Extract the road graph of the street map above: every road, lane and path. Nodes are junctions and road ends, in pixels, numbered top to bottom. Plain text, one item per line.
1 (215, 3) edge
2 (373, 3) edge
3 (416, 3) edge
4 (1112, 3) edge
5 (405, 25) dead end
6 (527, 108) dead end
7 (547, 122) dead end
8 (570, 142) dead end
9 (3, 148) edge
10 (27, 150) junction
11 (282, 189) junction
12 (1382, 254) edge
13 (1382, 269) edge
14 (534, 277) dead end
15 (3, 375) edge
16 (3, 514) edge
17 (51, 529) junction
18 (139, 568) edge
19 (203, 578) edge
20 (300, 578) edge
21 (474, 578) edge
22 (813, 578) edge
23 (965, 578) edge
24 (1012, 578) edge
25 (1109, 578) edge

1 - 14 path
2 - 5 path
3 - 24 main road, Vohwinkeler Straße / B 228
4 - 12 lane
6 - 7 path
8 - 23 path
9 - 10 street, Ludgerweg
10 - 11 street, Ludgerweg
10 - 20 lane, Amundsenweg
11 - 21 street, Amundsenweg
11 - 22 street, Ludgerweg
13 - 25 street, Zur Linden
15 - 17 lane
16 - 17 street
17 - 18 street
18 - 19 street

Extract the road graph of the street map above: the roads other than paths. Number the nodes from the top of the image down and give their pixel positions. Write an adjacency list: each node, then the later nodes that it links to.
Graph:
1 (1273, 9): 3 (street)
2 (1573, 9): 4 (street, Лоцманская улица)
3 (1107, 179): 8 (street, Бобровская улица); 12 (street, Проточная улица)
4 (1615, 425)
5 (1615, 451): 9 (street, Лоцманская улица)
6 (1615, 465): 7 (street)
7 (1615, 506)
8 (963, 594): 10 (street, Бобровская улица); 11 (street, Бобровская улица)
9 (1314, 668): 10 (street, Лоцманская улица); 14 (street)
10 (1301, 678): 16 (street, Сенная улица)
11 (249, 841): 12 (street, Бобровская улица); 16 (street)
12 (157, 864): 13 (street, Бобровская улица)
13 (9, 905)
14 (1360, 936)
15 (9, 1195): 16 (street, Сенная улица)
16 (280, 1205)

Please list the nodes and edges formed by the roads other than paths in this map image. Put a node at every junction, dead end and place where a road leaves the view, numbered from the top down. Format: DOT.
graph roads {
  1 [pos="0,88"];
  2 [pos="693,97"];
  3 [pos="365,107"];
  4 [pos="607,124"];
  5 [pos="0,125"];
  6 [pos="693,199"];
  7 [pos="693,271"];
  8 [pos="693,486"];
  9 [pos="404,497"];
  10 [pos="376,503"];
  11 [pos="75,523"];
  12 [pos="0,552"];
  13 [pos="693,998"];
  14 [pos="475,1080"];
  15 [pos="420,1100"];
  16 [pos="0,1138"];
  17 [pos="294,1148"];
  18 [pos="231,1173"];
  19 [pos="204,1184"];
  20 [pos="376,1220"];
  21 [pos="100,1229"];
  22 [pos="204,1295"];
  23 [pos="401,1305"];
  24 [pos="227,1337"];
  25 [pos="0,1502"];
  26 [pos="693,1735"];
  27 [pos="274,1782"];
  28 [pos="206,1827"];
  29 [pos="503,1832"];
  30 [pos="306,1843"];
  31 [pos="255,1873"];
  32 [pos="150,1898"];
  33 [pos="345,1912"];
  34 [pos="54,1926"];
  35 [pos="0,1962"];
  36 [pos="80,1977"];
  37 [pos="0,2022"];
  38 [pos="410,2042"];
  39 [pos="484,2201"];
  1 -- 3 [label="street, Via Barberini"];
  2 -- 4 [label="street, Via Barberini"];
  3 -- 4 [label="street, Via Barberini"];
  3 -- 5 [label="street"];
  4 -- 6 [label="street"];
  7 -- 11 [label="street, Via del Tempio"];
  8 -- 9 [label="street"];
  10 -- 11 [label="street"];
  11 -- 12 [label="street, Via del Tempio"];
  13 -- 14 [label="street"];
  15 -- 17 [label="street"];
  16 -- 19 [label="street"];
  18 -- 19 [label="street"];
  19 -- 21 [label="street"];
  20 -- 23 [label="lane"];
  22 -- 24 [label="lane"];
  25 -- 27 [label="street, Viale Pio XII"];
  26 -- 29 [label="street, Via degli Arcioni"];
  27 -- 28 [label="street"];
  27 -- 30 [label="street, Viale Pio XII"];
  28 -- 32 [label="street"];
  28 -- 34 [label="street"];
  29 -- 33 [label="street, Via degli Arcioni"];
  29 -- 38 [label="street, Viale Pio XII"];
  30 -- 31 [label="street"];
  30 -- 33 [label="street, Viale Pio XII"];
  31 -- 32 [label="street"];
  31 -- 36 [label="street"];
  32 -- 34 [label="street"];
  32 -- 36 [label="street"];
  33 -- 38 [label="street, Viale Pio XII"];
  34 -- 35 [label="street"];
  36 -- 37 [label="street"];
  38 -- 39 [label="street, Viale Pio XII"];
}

Exercise instructions
All the records above need to be restated exactly, line by line.

Solution for this task
Extract the road graph of the street map above: every road, lane and path. Nodes are junctions and road ends, in pixels, numbered top to bottom. Plain text, one item per line.
1 (215, 3) edge
2 (373, 3) edge
3 (416, 3) edge
4 (1112, 3) edge
5 (405, 25) dead end
6 (527, 108) dead end
7 (547, 122) dead end
8 (570, 142) dead end
9 (3, 148) edge
10 (27, 150) junction
11 (282, 189) junction
12 (1382, 254) edge
13 (1382, 269) edge
14 (534, 277) dead end
15 (3, 375) edge
16 (3, 514) edge
17 (51, 529) junction
18 (139, 568) edge
19 (203, 578) edge
20 (300, 578) edge
21 (474, 578) edge
22 (813, 578) edge
23 (965, 578) edge
24 (1012, 578) edge
25 (1109, 578) edge

1 - 14 path
2 - 5 path
3 - 24 main road, Vohwinkeler Straße / B 228
4 - 12 lane
6 - 7 path
8 - 23 path
9 - 10 street, Ludgerweg
10 - 11 street, Ludgerweg
10 - 20 lane, Amundsenweg
11 - 21 street, Amundsenweg
11 - 22 street, Ludgerweg
13 - 25 street, Zur Linden
15 - 17 lane
16 - 17 street
17 - 18 street
18 - 19 street

Extract the road graph of the street map above: the roads other than paths. Number the nodes from the top of the image down and give their pixel positions. Write an adjacency list: each node, then the later nodes that it links to.
Graph:
1 (1273, 9): 3 (street)
2 (1573, 9): 4 (street, Лоцманская улица)
3 (1107, 179): 8 (street, Бобровская улица); 12 (street, Проточная улица)
4 (1615, 425)
5 (1615, 451): 9 (street, Лоцманская улица)
6 (1615, 465): 7 (street)
7 (1615, 506)
8 (963, 594): 10 (street, Бобровская улица); 11 (street, Бобровская улица)
9 (1314, 668): 10 (street, Лоцманская улица); 14 (street)
10 (1301, 678): 16 (street, Сенная улица)
11 (249, 841): 12 (street, Бобровская улица); 16 (street)
12 (157, 864): 13 (street, Бобровская улица)
13 (9, 905)
14 (1360, 936)
15 (9, 1195): 16 (street, Сенная улица)
16 (280, 1205)

Please list the nodes and edges formed by the roads other than paths in this map image. Put a node at every junction, dead end and place where a road leaves the view, numbered from the top down. Format: DOT.
graph roads {
  1 [pos="0,88"];
  2 [pos="693,97"];
  3 [pos="365,107"];
  4 [pos="607,124"];
  5 [pos="0,125"];
  6 [pos="693,199"];
  7 [pos="693,271"];
  8 [pos="693,486"];
  9 [pos="404,497"];
  10 [pos="376,503"];
  11 [pos="75,523"];
  12 [pos="0,552"];
  13 [pos="693,998"];
  14 [pos="475,1080"];
  15 [pos="420,1100"];
  16 [pos="0,1138"];
  17 [pos="294,1148"];
  18 [pos="231,1173"];
  19 [pos="204,1184"];
  20 [pos="376,1220"];
  21 [pos="100,1229"];
  22 [pos="204,1295"];
  23 [pos="401,1305"];
  24 [pos="227,1337"];
  25 [pos="0,1502"];
  26 [pos="693,1735"];
  27 [pos="274,1782"];
  28 [pos="206,1827"];
  29 [pos="503,1832"];
  30 [pos="306,1843"];
  31 [pos="255,1873"];
  32 [pos="150,1898"];
  33 [pos="345,1912"];
  34 [pos="54,1926"];
  35 [pos="0,1962"];
  36 [pos="80,1977"];
  37 [pos="0,2022"];
  38 [pos="410,2042"];
  39 [pos="484,2201"];
  1 -- 3 [label="street, Via Barberini"];
  2 -- 4 [label="street, Via Barberini"];
  3 -- 4 [label="street, Via Barberini"];
  3 -- 5 [label="street"];
  4 -- 6 [label="street"];
  7 -- 11 [label="street, Via del Tempio"];
  8 -- 9 [label="street"];
  10 -- 11 [label="street"];
  11 -- 12 [label="street, Via del Tempio"];
  13 -- 14 [label="street"];
  15 -- 17 [label="street"];
  16 -- 19 [label="street"];
  18 -- 19 [label="street"];
  19 -- 21 [label="street"];
  20 -- 23 [label="lane"];
  22 -- 24 [label="lane"];
  25 -- 27 [label="street, Viale Pio XII"];
  26 -- 29 [label="street, Via degli Arcioni"];
  27 -- 28 [label="street"];
  27 -- 30 [label="street, Viale Pio XII"];
  28 -- 32 [label="street"];
  28 -- 34 [label="street"];
  29 -- 33 [label="street, Via degli Arcioni"];
  29 -- 38 [label="street, Viale Pio XII"];
  30 -- 31 [label="street"];
  30 -- 33 [label="street, Viale Pio XII"];
  31 -- 32 [label="street"];
  31 -- 36 [label="street"];
  32 -- 34 [label="street"];
  32 -- 36 [label="street"];
  33 -- 38 [label="street, Viale Pio XII"];
  34 -- 35 [label="street"];
  36 -- 37 [label="street"];
  38 -- 39 [label="street, Viale Pio XII"];
}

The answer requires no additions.